Similar to last year, I plan to organize several panels on law firms and the legal profession. A list of last year's panels (which included many empirical papers) can be found here. If you would like to be included on the mailing list for organizing these law firms / legal professions panels, which currently has 105 researchers from a variety of disciplines, please send me an email.
UPDATE: Valerie Hans (Cornell Law), one of several empirical scholars of law on the Program Committee for the Berlin meeting, provides more information about the meeting that will be especially interesting to ELS folks:
The meeting promises to be a very exciting one for people who are interested in empirical approaches to law and legal systems and want to explore the international and global possibilities of their work. Six sociolegal associations are cosponsors of this conference, representing a remarkable amount of international cooperation. I have taken up the task of organizing several "Presidential Panels" to highlight empirical research on law; the aim is to include people from diverse countries who are working on the same or similar topics. There will be special graduate student activities too, to facilitate the development of international connections among the next group of sociolegal scholars.

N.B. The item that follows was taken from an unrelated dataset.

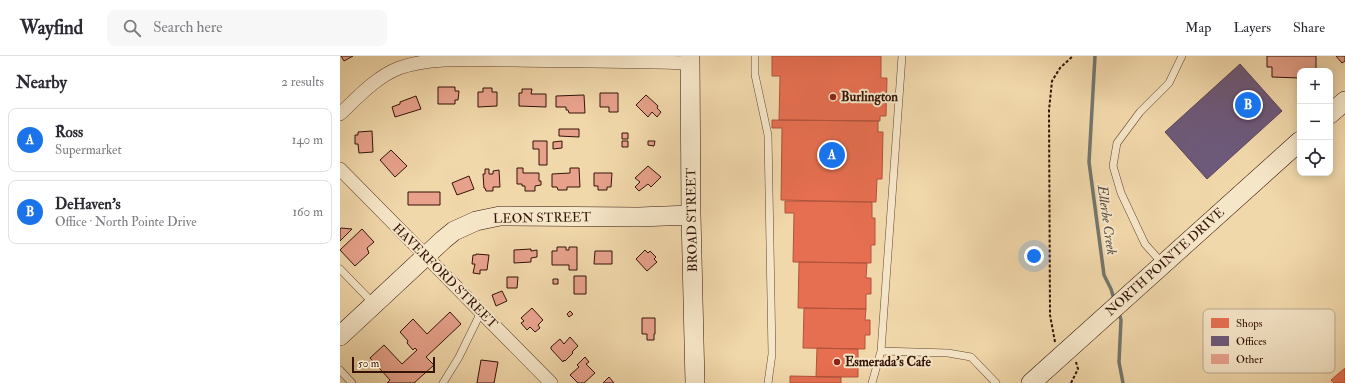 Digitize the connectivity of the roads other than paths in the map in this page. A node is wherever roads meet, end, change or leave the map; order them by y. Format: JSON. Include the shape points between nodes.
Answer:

If you are interested in presenting your work, want to suggest a panel or a scholar from the U.S. or another country, or just want to learn more about the meeting, please feel free to email me [Valerie Hans] or others on the Program Committee. See you in Berlin!
I wonder if it is not too late to offer a paper for the Berlin Joint conference based on empirical work that my colleague Neil Andrews and I have been undertaking in China over the last 3 or 4 years doing interviews with officers of China's top 100 stock exchange listed companies and corproate regulators seeking to examine the effect of law and corporate governance debates in China
Posted by: Professor Roman Tomasic, Law, Victoria University, Australia | 19 April 2007 at 12:18 AM
Bill, thanks for posting the Law & Society Association's Call for Papers on the ELS Blog. I am on the Program Committee for that meeting, as are several other scholars (Lawrence Friedman, James Gibson) whose empirical research on law is well-known.
The meeting promises to be a very exciting one for people who are interested in empirical approaches to law and legal systems and want to explore the international and global possibilities of their work. Six sociolegal associations are cosponsors of this conference, representing a remarkable amount of international cooperation. I've taken up the task of organizing several "Presidential Panels" to highlight empirical research on law; the aim is to include people from diverse countries who are working on the same or similar topics. There will be special graduate student activities too, to facilitate the development of international connections among the next group of sociolegal scholars.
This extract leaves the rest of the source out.